History or Present Illness & Review of Systems:
- The back pain of disc herniation is worse when the patient is sitting probably from increased intradiscal pressure in a relatively static posture.
- Neurogenic claudication from spinal stenosis is characterized by diffuse back and leg pain symptoms that are relieved by sitting or leaning forward
- Secondary gain issues in the way of workers’ compensation claims need to be noted because treatment results, particularly surgical ones, are uniformly worse in this population.
- Age is important when considering a diagnosis. Disk herniation is common in adults younger than 55, and spinal stenosis is far more common in those older than 60 years old.
- Constant unremitting pain is suggestive of tumor or infection. Night pain is classically thought of as a symptom of these “red flag” diagnoses. Other symptoms such as malaise, fever, or unintended weight loss may be present. Pyogenic vertebral osteomyelitis is seen more often in older, debilitated patients and intravenous drug abusers.
- Inflammatory arthritides (such as rheumatoid arthritis) are more common in the axial skeleton and may lead to pain or stiffness complaints. This pain is usually worst in the morning and improves throughout the day. Cervical spine involvement is common in rheumatoid arthritis. Low back pain is seen less commonly in rheumatoid arthritis but is often seen in the seronegative spondyloarthropathies.
- Visceral sources of referred back pain include peptic ulcers, cholecystitis, pancreatitis, appendicitis, abdominal aneurysms, endometriosis or prostate disease.
- Psychiatric status is also important and may contribute to signs or symptoms of spinal disorders and predictability of outcomes of treatment.
- Patients who have numerous spine operations are particularly hard to evaluate and are sometimes referred to as “failed back” patients.
- The objective is to identify those patients with a surgically correctable, mechanical lesion such as a recurrent herniated disc, spinal instability or stenosis.

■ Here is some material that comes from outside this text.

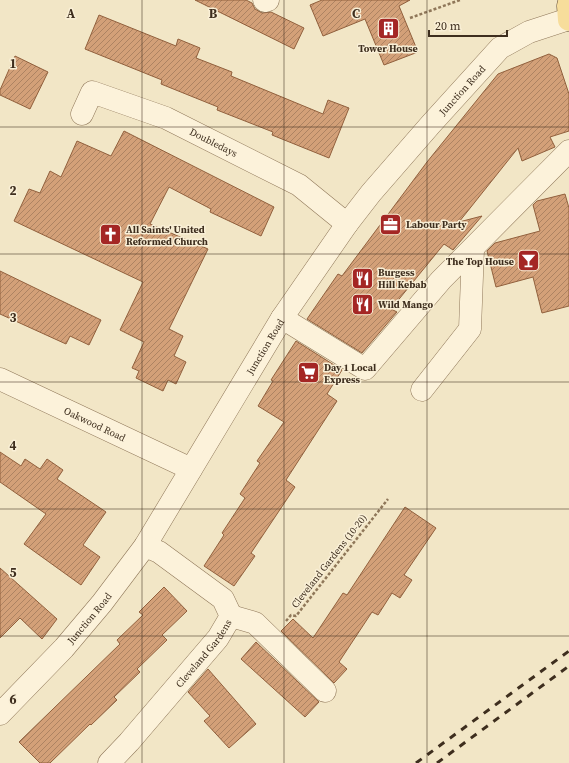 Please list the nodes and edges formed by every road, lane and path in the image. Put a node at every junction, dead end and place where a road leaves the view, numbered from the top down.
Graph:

- Patients with scar tissue causing arachnoiditis or epidural fibrosis and psychological instability are best treated by nonsurgical means.
- Pain unchanged by surgery implies lack of adequate decompression, exploration of the wrong level, or possibly the wrong choice of a patient.
- Pain that begins six to 12 months after surgery suggests the possibility of a recurrent disk herniation at the same or different level.
- A pain-free interval of between one and six months with gradual onset of pain is consistent with scar tissue formation. Scar and recurrent disk herniation are best differentiated with a gadolinium enhanced MRI scan. Scar which is vascular, enhances markedly whereas disk, which is avascular, does not.
Physical Examination:
- After a thorough history, examination of tenderness, range of motion, neurological evaluation and provocative testing should be performed.
- Cervical Spine:
- In the trauma patient, posterior tenderness suggests ligamentous injury or a spinous process fracture.
- Generalized posterior paraspinal tenderness may also signify simple muscle strain.
- Tenderness over the spinous processes is more indicative of a bony injury
- A lateral shift may indicate a unilateral facet dislocation.
- Tenderness over the trapezius may be related to direct trauma, spasm, or referred pain from an underlying cervical condition such as tumor or infection.
- Active range of motion: the normal patient is capable of touching chin to chest in flexion and bringing the occiput within three to four fingerbreadths of the dorsal spine in extension. Rotation approximates 90 degrees while lateral bending should approach a 45 degree bend.
- Neurologic evaluation is an essential part of the clinical evaluation. Motor, sensory and reflex activity, if appropriate, are checked at each cervical level.